Terminal Value (TV)= FCF2033 × (1 + g) ÷ (r – g) = NZ$1.3b× (1 + 2.6%) ÷ (6.2%– 2.6%) = NZ$35b

Present Value of Terminal Value (PVTV)= TV / (1 + r)10= NZ$35b÷ ( 1 + 6.2%)10= NZ$19b

The total value is the sum of cash flows for the next ten years plus the discounted terminal value, which results in the Total Equity Value, which in this case is NZ$25b. The last step is to then divide the equity value by the number of shares outstanding. Relative to the current share price of NZ$5.9, the company appears quite undervalued at a 39% discount to where the stock price trades currently. Valuations are imprecise instruments though, rather like a telescope - move a few degrees and end up in a different galaxy. Do keep this in mind.

dcf
dcf

Important Assumptions

Now the most important inputs to a discounted cash flow are the discount rate, and of course, the actual cash flows. If you don't agree with these result, have a go at the calculation yourself and play with the assumptions. The DCF also does not consider the possible cyclicality of an industry, or a company's future capital requirements, so it does not give a full picture of a company's potential performance. Given that we are looking at Meridian Energy as potential shareholders, the cost of equity is used as the discount rate, rather than the cost of capital (or weighted average cost of capital, WACC) which accounts for debt. In this calculation we've used 6.2%, which is based on a levered beta of 0.800. Beta is a measure of a stock's volatility, compared to the market as a whole. We get our beta from the industry average beta of globally comparable companies, with an imposed limit between 0.8 and 2.0, which is a reasonable range for a stable business.
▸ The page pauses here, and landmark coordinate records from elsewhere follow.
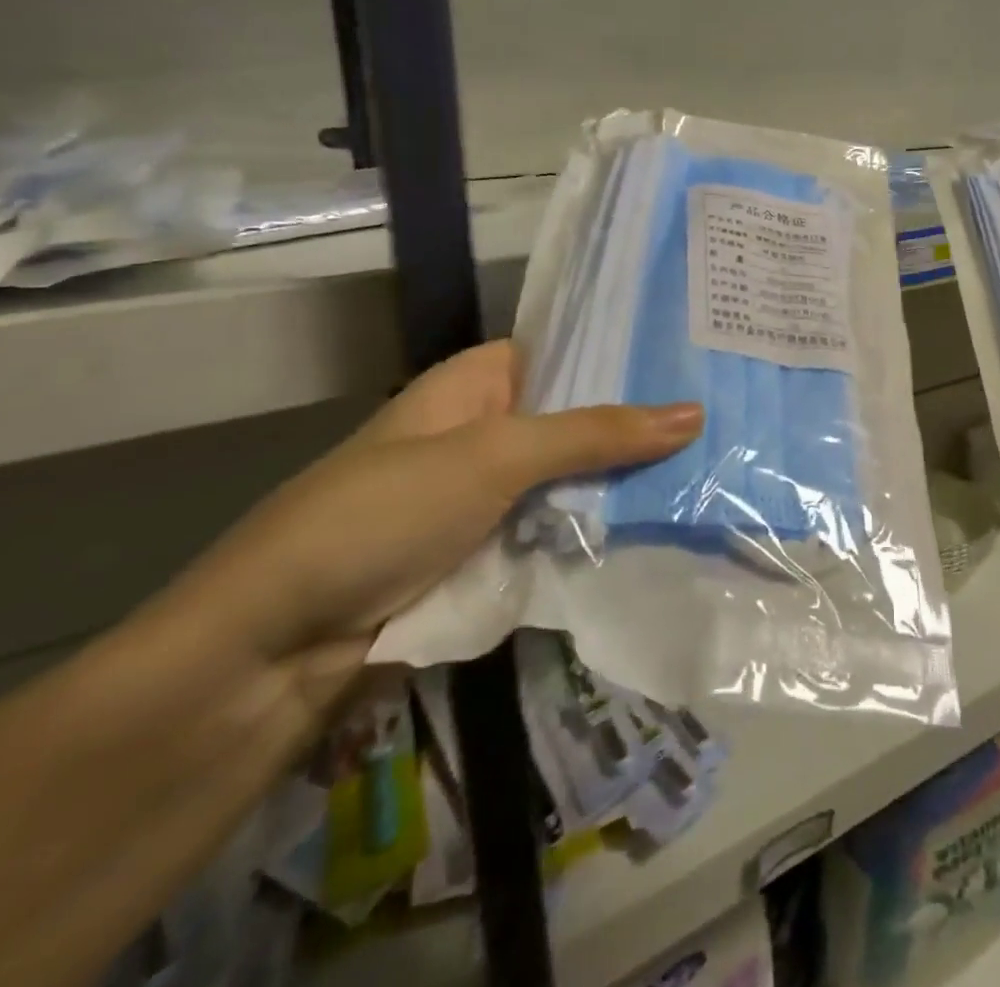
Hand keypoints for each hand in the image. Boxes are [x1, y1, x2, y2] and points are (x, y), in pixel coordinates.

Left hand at [168, 340, 701, 705]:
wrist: (272, 651)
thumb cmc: (380, 517)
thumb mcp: (495, 457)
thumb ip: (596, 434)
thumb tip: (696, 413)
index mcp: (476, 383)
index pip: (568, 349)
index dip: (628, 351)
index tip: (698, 355)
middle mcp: (487, 430)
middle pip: (580, 417)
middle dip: (642, 421)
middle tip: (727, 411)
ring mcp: (489, 496)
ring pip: (576, 477)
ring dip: (631, 479)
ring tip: (717, 462)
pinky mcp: (492, 552)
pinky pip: (561, 527)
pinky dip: (603, 527)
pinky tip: (669, 520)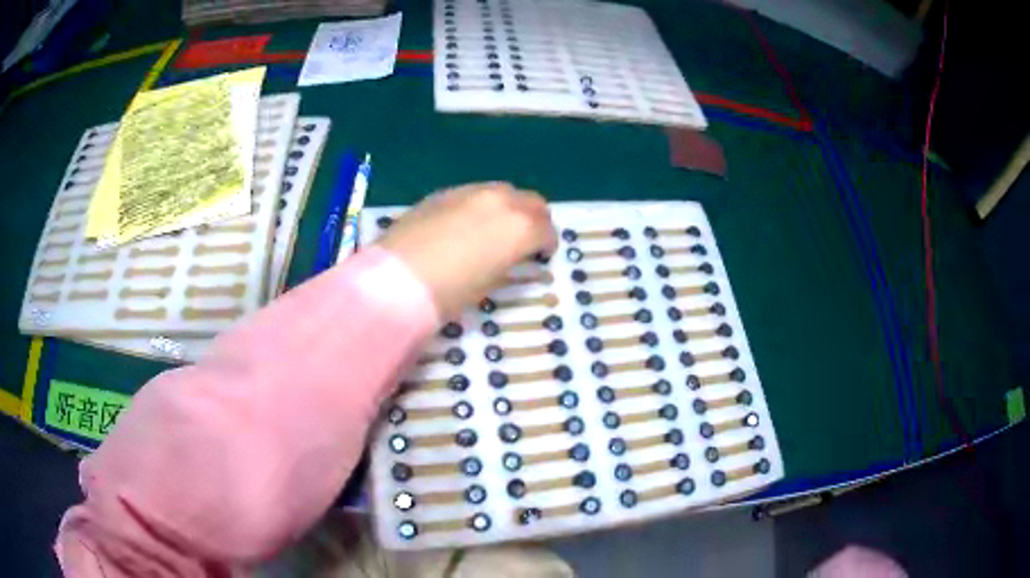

SWOT Analysis for Meridian Energy

Strength

  • Debt is well covered by cash flow.

Weakness

  • Earnings declined over the past year.

  • Interest payments on debt are not well covered.

  • Dividend is low compared to the top 25% of dividend payers in the Renewable Energy market.

Opportunity

  • Annual earnings are forecast to grow faster than the New Zealander market.

  • Trading below our estimate of fair value by more than 20%.

Threat

  • Dividends are not covered by earnings and cashflows.

  • Annual revenue is expected to decline over the next 3 years.

Next Steps:

Valuation is only one side of the coin in terms of building your investment thesis, and it shouldn't be the only metric you look at when researching a company. The DCF model is not a perfect stock valuation tool. Preferably you'd apply different cases and assumptions and see how they would impact the company's valuation. For instance, if the terminal value growth rate is adjusted slightly, it can dramatically alter the overall result. Why is the intrinsic value higher than the current share price? For Meridian Energy, we've put together three additional elements you should assess:

  1. Risks: As an example, we've found 2 warning signs for Meridian Energy (1 is concerning!) that you need to consider before investing here.

  2. Management:Have insiders been ramping up their shares to take advantage of the market's sentiment for MEL's future outlook? Check out our management and board analysis with insights on CEO compensation and governance factors.

  3. Other High Quality Alternatives: Do you like a good all-rounder? Explore our interactive list of high quality stocks to get an idea of what else is out there you may be missing!

PS. Simply Wall St updates its DCF calculation for every New Zealander stock every day, so if you want to find the intrinsic value of any other stock just search here.

Have feedback on this article? Concerned about the content? Get in touch with us directly. Alternatively, email editorial-team (at) simplywallst.com.

This article by Simply Wall St is general in nature. We provide commentary based on historical data and analyst forecasts only using an unbiased methodology and our articles are not intended to be financial advice. It does not constitute a recommendation to buy or sell any stock, and does not take account of your objectives, or your financial situation. We aim to bring you long-term focused analysis driven by fundamental data. Note that our analysis may not factor in the latest price-sensitive company announcements or qualitative material. Simply Wall St has no position in any stocks mentioned.